Run through the records and, wherever a line holds the word "roads", return that line.

--

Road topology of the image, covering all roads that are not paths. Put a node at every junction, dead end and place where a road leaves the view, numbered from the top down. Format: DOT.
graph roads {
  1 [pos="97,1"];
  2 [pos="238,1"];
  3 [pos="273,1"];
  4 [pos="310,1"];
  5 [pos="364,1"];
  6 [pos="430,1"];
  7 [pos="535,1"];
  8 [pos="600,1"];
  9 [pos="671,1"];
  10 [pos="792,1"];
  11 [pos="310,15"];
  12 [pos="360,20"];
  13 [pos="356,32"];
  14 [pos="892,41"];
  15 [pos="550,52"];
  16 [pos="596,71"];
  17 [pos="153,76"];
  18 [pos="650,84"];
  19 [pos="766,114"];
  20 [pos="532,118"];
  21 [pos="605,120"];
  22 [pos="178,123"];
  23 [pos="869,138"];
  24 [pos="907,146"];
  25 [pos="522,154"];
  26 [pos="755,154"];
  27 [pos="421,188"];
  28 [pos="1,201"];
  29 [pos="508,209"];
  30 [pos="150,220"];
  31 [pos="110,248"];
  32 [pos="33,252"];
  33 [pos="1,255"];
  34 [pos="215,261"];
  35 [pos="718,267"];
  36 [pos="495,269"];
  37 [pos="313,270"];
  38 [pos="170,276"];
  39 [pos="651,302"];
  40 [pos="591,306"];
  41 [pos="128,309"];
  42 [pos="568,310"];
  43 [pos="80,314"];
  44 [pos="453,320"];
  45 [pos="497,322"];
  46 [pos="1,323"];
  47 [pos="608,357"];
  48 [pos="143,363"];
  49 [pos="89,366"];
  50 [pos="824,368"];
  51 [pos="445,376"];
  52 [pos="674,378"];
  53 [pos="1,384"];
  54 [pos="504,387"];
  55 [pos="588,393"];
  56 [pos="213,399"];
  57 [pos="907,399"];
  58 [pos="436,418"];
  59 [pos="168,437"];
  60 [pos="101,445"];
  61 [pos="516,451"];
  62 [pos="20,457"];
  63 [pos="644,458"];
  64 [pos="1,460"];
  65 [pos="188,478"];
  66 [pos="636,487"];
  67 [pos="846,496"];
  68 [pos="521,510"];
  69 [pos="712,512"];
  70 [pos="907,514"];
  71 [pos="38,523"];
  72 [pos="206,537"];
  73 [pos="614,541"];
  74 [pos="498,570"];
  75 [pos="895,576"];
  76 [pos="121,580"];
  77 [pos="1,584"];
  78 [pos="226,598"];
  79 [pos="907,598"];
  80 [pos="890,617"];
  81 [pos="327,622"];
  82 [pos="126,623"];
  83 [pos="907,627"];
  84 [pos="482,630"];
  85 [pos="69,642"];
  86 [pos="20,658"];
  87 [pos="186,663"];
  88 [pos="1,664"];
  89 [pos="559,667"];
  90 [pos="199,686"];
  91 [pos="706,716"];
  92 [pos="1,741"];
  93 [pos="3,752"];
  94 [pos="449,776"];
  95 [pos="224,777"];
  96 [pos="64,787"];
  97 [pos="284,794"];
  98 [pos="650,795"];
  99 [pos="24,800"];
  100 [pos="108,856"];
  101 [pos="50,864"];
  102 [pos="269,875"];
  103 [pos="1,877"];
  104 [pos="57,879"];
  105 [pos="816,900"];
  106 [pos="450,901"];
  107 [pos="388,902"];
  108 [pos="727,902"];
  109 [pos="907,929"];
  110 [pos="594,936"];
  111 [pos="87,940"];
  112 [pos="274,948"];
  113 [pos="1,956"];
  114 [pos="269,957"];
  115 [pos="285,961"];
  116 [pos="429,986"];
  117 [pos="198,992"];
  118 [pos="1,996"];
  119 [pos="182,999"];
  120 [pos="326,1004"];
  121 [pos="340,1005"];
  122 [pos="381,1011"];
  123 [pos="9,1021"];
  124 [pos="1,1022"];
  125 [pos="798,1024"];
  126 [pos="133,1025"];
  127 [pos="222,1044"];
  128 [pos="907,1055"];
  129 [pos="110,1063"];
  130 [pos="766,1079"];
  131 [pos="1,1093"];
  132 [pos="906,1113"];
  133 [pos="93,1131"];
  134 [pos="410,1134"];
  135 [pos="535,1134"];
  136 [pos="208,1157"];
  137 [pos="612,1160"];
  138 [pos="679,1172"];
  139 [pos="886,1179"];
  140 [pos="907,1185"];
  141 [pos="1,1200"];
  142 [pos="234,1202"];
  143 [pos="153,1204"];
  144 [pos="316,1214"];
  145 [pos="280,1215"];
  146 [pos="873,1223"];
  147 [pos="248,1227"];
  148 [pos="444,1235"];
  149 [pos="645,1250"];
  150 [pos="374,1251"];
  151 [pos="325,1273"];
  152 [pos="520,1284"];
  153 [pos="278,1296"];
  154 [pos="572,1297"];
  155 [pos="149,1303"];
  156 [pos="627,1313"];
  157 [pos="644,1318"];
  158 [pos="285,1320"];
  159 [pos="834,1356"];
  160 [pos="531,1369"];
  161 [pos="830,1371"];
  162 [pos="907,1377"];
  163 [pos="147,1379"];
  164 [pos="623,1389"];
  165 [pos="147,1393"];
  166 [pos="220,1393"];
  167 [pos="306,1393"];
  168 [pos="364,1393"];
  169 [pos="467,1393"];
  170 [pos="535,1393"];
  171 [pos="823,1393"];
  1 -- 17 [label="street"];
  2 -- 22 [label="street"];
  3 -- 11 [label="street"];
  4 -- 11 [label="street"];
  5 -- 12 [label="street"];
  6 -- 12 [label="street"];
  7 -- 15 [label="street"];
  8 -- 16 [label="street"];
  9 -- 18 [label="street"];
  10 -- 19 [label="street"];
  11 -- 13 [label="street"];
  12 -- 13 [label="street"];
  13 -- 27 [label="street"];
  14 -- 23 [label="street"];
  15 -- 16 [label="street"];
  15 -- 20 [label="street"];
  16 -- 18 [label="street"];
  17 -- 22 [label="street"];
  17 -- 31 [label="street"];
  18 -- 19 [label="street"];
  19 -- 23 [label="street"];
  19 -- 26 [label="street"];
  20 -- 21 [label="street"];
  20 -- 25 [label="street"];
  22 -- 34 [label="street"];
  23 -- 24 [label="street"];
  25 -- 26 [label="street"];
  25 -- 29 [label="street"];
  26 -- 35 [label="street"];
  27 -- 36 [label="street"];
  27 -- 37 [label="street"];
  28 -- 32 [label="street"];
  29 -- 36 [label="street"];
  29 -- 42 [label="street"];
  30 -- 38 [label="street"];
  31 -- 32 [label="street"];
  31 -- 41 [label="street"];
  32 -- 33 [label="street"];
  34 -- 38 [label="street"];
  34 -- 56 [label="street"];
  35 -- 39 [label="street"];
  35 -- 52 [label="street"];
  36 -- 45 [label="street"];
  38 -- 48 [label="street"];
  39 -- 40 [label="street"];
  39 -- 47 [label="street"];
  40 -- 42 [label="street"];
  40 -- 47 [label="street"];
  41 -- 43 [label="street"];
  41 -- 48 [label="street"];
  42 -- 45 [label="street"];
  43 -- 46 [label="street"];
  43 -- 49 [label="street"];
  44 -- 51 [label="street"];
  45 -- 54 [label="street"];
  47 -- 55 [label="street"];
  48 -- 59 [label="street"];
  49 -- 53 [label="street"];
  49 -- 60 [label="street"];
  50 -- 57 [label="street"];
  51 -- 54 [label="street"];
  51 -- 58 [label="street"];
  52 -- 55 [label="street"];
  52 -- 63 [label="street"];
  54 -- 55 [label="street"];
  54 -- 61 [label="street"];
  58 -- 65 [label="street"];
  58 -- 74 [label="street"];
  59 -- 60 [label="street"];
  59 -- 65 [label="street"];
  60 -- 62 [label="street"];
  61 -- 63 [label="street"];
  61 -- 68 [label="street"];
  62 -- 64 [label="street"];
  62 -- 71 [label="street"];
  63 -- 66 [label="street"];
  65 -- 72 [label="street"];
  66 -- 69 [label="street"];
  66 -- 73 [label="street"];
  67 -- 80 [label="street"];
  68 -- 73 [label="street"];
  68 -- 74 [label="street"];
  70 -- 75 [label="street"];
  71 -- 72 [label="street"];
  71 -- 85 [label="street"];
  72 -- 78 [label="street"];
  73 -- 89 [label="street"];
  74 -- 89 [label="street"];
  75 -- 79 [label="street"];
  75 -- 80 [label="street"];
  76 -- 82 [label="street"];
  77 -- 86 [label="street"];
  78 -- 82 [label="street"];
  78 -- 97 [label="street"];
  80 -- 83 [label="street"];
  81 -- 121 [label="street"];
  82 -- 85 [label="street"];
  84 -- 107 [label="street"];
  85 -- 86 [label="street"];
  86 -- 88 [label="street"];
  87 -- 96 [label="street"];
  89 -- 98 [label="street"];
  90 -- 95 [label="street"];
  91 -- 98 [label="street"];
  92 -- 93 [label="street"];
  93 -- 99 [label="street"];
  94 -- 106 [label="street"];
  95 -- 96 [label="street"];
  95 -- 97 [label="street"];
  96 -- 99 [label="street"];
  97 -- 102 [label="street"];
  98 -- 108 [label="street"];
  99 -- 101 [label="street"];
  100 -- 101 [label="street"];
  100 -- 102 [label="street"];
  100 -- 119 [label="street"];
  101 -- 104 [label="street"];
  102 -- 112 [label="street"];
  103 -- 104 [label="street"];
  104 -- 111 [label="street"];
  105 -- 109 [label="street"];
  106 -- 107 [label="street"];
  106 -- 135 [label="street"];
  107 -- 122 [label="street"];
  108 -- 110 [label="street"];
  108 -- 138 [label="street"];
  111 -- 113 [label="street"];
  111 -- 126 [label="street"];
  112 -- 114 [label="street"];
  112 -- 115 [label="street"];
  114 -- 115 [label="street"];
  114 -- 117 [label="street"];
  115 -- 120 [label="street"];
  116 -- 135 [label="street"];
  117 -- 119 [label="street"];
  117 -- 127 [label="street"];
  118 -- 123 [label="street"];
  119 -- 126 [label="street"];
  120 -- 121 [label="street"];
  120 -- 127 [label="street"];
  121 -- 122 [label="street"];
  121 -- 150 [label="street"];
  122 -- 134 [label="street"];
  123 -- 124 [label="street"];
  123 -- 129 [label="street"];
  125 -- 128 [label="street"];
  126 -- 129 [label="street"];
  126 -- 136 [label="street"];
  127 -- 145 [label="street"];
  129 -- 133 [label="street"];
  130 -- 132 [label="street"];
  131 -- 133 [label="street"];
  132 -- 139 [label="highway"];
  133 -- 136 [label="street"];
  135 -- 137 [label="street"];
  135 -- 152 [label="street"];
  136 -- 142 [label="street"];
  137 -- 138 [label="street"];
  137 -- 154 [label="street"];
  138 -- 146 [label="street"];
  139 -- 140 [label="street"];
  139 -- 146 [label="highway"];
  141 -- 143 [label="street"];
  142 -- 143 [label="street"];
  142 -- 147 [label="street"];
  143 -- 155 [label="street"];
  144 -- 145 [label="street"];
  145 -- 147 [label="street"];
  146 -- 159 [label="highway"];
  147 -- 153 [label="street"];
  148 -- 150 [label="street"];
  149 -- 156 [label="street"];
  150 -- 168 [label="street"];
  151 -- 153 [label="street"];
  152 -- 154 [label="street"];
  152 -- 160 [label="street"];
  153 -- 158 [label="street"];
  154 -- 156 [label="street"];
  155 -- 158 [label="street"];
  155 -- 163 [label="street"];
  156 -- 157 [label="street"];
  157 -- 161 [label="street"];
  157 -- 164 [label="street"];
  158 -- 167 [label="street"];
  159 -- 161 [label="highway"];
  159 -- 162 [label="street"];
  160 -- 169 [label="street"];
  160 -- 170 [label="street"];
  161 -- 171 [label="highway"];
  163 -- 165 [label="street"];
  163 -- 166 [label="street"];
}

--

PROBLEM SOLUTION:
Road topology of the image, covering all roads that are not paths. Put a node at every junction, dead end and place where a road leaves the view, numbered from the top down. Format: DOT.
graph roads {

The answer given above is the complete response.